Another point: RLS works on every operation, not just SELECT. I can define policies for INSERT, UPDATE, and DELETE separately. A seller can insert a new product (INSERT), edit their own (UPDATE filtered by seller_id), but can’t delete a product that already has a sale (DELETE blocked by a policy that checks for linked orders). All of this without a single line of validation in React.
My stack with Supabase
Frontend: React + TypeScript + Tailwind
Backend: Supabase (Auth + PostgreSQL + Storage + Realtime)
Deploy: Vercel (frontend) + Supabase Cloud (backend)
This combo lets me deliver a full webapp working solo. Mariah shipped in 4 hours. AutoPars with 5 integrations in weeks, not months. Supabase removes the need to set up a server, configure auth, manage uploads, and implement WebSocket. It all comes ready and integrated.
The productivity of a solo dev with this stack competes with a team of 2-3 devs using a traditional stack (Express + manual PostgreSQL + JWT + S3 + Socket.io). Not because the stack is magic, but because it cuts out weeks of setup that don’t generate value for the client.
When Supabase isn’t the best choice
It would be dishonest to say Supabase works for everything. It doesn’t.
Projects that need a heavily custom backend: heavy data processing, priority queues (Bull/BullMQ), long-running workers, complex data pipelines. Edge Functions are limited in execution time and resources. For that, you need a dedicated server.
Systems that already have a database running. If the company already has PostgreSQL on AWS with 5 years of data, complex schemas, and a DBA team, it doesn’t make sense to migrate to Supabase. Connect React directly to the existing database via a custom API.
Teams that don’t know SQL. Supabase is PostgreSQL. If nobody on the team knows SQL, they’ll struggle with migrations, RLS policies, and dashboard queries. The visual dashboard helps, but it doesn’t replace a solid SQL foundation.

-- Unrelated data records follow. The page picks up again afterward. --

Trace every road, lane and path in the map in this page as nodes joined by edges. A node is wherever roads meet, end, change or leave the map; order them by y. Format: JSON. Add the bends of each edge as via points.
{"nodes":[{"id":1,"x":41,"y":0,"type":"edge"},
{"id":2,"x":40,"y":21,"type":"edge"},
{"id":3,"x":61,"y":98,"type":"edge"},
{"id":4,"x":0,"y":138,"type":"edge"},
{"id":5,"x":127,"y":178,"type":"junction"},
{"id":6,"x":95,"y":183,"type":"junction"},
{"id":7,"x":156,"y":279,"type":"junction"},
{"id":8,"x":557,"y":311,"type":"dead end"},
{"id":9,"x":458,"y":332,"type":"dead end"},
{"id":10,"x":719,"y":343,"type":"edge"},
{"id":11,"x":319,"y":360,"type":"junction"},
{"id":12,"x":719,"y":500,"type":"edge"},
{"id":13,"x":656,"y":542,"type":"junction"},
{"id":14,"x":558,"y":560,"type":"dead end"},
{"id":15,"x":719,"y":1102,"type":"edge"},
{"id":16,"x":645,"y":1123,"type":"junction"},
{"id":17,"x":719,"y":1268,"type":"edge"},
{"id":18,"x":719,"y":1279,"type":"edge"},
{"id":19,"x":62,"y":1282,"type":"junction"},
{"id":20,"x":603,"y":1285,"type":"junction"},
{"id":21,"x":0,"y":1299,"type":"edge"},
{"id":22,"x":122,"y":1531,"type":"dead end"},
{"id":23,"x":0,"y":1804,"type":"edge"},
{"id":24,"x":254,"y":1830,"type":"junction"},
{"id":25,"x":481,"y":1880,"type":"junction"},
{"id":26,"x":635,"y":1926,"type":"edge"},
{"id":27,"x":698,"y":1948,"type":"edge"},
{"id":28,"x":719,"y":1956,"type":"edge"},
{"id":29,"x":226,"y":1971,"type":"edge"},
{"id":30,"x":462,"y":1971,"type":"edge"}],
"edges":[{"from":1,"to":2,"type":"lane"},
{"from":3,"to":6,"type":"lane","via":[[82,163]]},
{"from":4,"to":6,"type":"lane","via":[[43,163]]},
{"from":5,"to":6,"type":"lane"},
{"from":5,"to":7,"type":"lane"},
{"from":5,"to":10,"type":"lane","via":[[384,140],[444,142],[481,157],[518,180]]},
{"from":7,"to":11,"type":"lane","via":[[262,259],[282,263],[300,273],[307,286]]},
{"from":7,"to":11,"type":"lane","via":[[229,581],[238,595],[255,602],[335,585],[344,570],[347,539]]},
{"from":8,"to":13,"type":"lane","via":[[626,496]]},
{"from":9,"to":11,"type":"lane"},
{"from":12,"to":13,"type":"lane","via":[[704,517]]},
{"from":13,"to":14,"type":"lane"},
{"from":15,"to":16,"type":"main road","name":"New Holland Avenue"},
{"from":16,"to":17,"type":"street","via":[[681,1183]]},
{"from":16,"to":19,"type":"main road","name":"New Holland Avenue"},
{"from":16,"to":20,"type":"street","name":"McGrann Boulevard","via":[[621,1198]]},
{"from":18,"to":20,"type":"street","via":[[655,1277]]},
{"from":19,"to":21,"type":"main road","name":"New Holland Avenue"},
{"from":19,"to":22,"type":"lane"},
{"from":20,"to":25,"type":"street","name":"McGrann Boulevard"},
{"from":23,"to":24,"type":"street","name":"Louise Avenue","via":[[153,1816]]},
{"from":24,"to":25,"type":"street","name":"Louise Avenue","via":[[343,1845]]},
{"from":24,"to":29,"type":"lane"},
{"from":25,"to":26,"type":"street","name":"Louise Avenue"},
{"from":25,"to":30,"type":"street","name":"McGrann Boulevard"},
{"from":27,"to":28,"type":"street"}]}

Multi-region. Supabase runs in one datacenter per project. If you need a database replicated across multiple regions for globally low latency, you need a more robust solution (CockroachDB, PlanetScale, or PostgreSQL with manual replication).
Cost
The free plan handles a lot: 50k requests/month, 500 MB of database, 1 GB of storage, 500 MB of bandwidth. For an MVP in validation, that’s more than enough.
The Pro plan ($25/month) is what I use in production. Includes automatic daily backups, 8 GB of database, 100 GB of storage, and support for more simultaneous connections. That’s what runs AutoPars and FitPlan.
Compared to maintaining a VPS + Nginx + Express + PostgreSQL + managing SSL certificates + manual backups + monitoring, $25/month is cheap. And the time I’d spend maintaining infrastructure is time I spend building features for the client.
When it comes to pricing a full system, Supabase as a backend reduces the client’s investment because it reduces my development time. A backend that would take 3-4 weeks to build from scratch takes 2-3 days on Supabase.
And if the project grows past the Pro plan limits, the next tier (Team, $599/month) kicks in when the operation is already making enough to cover it. I’ve never had a project that needed to leave Pro in the first 12 months. The free plan works for validation, Pro works for production, and the migration between them is a single click in the dashboard with no downtime.